Dos poetas en Nueva York.

Por Diego Pérez Ordóñez.

Edición 455 – abril 2020.

Nueva York, ruidosa, frenética, resplandeciente, casi siempre deslumbra por su verticalidad. Buena parte de los detalles que le han dado carácter y gravedad están vista arriba: atractivas escaleras en la fachada de los edificios, terrazas, techos, ventanales, aparte de los ya berreados rascacielos y edificios insignia. Nueva York es horizontes y miradas.

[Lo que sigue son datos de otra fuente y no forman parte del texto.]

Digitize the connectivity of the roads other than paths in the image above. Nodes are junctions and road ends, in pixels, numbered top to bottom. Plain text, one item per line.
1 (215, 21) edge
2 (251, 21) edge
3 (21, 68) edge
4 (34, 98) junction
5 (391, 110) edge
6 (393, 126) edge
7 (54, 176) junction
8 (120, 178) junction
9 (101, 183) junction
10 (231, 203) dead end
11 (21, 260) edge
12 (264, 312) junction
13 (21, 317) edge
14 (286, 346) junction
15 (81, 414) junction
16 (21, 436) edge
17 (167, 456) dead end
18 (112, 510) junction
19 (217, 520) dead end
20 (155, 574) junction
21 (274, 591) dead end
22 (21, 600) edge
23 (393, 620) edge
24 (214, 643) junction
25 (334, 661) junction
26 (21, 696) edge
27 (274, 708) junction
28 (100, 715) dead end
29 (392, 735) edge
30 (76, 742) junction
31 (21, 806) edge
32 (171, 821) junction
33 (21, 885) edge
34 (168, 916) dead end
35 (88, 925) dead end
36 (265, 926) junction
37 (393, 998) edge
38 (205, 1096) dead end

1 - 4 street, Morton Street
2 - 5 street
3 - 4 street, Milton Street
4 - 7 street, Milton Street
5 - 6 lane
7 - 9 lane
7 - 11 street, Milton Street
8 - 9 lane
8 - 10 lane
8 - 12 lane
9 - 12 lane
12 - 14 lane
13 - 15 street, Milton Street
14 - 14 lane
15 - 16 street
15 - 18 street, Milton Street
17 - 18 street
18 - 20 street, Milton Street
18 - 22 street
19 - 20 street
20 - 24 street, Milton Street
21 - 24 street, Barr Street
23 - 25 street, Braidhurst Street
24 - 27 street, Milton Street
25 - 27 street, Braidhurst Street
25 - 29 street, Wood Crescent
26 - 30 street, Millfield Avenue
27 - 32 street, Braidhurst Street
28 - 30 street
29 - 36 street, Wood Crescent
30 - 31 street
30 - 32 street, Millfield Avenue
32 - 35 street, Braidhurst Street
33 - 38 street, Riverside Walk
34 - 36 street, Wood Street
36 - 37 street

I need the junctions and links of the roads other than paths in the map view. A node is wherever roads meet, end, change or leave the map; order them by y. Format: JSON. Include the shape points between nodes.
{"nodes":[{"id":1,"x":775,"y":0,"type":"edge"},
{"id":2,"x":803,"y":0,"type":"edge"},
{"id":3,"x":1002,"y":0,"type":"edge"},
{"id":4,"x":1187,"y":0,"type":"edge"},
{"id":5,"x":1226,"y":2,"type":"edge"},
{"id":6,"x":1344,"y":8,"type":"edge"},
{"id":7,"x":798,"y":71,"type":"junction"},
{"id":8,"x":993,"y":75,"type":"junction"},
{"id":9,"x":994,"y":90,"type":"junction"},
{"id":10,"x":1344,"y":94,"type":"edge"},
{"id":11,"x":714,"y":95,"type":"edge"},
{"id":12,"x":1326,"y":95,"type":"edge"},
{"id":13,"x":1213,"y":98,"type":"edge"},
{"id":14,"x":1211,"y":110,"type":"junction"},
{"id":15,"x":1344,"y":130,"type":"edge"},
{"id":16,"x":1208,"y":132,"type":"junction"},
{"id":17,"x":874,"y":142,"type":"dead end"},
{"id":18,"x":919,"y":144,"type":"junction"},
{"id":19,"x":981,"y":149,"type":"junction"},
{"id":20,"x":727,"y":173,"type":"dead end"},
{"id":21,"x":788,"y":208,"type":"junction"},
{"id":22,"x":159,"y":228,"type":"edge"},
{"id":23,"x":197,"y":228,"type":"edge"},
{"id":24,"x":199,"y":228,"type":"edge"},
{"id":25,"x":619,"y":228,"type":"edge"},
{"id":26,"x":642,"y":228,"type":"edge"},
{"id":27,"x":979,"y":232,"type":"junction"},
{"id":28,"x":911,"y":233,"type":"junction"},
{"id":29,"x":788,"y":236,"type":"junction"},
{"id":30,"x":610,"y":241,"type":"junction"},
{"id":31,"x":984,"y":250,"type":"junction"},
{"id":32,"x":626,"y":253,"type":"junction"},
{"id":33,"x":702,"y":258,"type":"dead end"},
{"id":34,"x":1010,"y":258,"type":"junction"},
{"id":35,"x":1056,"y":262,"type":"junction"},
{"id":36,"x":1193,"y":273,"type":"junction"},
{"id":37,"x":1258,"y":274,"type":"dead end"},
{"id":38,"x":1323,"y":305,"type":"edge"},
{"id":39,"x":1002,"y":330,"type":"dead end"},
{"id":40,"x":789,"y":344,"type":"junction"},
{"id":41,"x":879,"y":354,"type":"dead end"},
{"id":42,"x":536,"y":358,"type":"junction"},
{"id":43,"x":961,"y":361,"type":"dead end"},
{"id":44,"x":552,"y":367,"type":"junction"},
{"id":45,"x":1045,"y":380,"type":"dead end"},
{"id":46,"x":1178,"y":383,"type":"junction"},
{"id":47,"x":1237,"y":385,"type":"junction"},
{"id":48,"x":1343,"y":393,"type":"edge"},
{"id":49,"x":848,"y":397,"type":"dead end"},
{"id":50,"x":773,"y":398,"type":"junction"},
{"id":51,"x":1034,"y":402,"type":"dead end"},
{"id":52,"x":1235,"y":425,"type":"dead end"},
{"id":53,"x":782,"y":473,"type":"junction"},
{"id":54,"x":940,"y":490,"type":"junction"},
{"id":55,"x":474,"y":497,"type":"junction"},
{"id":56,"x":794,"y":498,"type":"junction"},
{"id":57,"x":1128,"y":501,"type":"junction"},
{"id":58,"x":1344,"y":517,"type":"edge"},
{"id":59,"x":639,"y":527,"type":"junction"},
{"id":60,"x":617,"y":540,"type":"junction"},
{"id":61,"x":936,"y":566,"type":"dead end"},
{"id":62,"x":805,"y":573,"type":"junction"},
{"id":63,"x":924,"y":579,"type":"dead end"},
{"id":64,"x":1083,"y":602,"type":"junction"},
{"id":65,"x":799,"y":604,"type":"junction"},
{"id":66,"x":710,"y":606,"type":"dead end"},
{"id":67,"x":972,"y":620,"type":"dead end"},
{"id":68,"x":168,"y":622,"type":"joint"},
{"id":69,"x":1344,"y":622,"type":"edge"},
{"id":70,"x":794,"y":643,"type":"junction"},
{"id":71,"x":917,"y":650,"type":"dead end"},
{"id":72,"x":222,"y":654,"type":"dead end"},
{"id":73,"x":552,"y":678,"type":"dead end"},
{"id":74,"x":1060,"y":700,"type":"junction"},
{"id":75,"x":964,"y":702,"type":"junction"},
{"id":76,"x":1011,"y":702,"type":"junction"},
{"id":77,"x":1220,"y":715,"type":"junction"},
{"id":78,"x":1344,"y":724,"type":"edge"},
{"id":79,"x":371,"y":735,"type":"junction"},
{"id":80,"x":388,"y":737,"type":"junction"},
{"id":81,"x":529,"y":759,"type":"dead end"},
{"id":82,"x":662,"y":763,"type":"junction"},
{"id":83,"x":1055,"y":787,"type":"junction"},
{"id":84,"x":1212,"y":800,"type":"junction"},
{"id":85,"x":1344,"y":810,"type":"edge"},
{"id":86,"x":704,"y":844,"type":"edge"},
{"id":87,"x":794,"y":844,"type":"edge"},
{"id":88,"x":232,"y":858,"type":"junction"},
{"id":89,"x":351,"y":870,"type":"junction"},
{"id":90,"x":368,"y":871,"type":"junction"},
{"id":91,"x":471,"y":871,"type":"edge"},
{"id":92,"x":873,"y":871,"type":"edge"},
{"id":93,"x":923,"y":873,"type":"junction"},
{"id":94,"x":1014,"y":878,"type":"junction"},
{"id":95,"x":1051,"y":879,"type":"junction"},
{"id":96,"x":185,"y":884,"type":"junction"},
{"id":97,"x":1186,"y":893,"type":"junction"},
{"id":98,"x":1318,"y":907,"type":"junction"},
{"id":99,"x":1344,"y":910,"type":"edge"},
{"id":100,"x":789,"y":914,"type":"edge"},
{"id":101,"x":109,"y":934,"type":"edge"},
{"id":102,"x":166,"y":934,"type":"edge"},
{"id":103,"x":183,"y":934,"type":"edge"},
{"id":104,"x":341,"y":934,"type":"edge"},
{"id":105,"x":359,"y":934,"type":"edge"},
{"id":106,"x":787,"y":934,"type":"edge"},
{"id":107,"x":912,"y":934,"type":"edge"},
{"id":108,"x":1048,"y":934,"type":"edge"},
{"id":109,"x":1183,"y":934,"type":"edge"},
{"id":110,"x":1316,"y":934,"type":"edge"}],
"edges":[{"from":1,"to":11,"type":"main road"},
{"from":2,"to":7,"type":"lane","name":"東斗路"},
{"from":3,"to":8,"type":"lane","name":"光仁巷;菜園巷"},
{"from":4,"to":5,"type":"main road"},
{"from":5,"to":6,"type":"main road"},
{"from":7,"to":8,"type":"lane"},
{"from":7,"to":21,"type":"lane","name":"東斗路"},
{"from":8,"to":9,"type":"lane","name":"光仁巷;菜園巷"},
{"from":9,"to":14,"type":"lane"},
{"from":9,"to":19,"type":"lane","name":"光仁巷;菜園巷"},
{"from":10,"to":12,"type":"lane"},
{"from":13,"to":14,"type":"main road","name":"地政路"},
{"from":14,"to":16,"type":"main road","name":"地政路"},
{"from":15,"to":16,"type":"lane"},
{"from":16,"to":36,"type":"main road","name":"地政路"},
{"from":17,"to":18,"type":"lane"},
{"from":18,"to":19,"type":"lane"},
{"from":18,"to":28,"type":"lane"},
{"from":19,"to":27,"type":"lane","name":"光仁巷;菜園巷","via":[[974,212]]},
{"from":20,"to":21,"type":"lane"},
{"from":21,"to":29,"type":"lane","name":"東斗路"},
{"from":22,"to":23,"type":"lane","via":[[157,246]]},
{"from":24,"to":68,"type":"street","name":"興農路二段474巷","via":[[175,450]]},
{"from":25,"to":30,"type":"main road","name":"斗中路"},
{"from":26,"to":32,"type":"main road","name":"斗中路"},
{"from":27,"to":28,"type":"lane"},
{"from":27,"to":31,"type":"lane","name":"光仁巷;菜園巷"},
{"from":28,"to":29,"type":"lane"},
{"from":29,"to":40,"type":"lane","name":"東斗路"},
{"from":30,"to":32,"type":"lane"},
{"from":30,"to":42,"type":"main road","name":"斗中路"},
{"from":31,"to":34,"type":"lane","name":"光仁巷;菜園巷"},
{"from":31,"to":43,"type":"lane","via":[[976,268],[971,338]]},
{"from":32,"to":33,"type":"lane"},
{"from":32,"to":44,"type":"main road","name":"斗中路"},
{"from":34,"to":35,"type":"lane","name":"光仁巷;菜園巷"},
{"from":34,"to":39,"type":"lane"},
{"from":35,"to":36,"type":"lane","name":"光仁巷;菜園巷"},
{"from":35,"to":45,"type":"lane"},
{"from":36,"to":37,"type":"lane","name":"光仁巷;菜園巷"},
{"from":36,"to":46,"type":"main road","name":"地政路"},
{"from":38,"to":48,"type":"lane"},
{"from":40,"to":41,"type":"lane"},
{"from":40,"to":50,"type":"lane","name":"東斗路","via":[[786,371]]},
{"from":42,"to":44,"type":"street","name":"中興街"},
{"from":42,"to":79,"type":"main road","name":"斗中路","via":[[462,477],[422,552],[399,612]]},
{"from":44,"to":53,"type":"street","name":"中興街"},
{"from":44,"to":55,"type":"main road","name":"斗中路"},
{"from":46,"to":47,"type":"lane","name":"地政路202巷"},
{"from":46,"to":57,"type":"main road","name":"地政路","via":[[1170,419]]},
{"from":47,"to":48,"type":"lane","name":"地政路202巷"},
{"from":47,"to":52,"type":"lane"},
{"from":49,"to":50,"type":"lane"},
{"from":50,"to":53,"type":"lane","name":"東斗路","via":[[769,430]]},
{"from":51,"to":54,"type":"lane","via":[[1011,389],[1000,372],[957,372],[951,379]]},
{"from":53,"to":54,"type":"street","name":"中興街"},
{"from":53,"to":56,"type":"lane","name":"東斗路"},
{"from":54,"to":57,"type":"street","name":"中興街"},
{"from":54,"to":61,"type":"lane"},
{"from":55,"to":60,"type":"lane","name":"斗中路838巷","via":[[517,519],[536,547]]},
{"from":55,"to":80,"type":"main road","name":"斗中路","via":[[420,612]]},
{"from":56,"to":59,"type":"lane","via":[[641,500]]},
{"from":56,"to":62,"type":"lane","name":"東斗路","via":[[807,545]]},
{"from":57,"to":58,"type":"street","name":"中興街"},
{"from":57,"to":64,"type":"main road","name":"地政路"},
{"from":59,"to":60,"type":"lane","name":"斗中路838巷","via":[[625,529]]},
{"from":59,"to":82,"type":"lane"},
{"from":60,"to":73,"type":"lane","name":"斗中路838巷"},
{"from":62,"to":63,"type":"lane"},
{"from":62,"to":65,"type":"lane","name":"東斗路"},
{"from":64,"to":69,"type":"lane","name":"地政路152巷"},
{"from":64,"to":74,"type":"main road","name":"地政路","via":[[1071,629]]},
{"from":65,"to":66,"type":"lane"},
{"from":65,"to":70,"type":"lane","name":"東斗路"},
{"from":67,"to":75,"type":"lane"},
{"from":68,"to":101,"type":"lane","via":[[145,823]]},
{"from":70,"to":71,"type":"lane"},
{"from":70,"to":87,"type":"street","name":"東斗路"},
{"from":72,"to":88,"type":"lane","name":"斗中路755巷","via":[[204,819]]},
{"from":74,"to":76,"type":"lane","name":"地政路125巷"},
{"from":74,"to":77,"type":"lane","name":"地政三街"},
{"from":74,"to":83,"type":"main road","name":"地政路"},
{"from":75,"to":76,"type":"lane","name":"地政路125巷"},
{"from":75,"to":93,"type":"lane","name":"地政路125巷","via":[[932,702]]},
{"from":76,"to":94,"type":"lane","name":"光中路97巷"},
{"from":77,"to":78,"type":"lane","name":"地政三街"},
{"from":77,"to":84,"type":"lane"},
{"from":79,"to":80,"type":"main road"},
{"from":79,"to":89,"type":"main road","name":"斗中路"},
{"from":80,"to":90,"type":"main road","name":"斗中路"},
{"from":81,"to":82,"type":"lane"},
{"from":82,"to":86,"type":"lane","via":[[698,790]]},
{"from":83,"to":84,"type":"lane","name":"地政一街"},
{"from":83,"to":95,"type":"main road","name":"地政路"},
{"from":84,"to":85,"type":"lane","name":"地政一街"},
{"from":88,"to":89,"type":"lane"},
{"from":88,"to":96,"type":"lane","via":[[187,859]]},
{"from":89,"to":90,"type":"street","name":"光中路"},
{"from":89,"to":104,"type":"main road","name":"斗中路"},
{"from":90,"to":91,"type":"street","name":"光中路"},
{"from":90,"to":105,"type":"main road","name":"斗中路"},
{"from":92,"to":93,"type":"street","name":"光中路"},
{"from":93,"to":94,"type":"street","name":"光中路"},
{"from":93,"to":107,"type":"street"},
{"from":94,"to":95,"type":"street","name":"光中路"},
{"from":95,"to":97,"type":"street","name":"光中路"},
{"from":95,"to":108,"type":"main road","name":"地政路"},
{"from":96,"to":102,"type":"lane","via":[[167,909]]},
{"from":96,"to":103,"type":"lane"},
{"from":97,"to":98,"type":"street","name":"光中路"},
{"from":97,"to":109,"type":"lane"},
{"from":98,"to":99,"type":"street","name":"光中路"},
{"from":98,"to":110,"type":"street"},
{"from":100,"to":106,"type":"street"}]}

Flanqueada por dos grandes cuerpos de agua, el East River y el Hudson, la ciudad (mejor dicho, Manhattan) parece encerrar las contradicciones y las luminosidades del mundo entero: una diversidad cultural que contiene, entre otros, italianos, irlandeses, jamaiquinos, haitianos, rusos, hindúes y la gama completa de inmigrantes hispanos, con la resultante variedad y riqueza gastronómica e idiomática que se podría esperar. La pobreza más punzante —mendigos que viven en los portales de los bancos más rentables, veteranos de guerra que piden limosna para sus perros, desplazados por los conflictos— convive con la industria de la moda de alta gama, incluyendo un enjambre de modelos, fotógrafos, agentes y editores. Del mismo modo, el arte callejero del grafiti se codea, sin complejos, con los grandes museos, como el Whitney, de arquitectura angulosa y transparente, incrustado entre Chelsea y Greenwich Village, y con el más tradicional Metropolitan Museum of Art (MET), en su pesado y abarrotado edificio victoriano que adorna Central Park. Eso, para no abundar en la pléyade de galerías, talleres, librerías, cafés y bares, regados en la espesura de cemento, vidrio, acero, semáforos y estaciones de metro, siempre en efervescencia. Nueva York ofrece posibilidades a todas las manifestaciones, a todos los ángulos, a todas las miradas.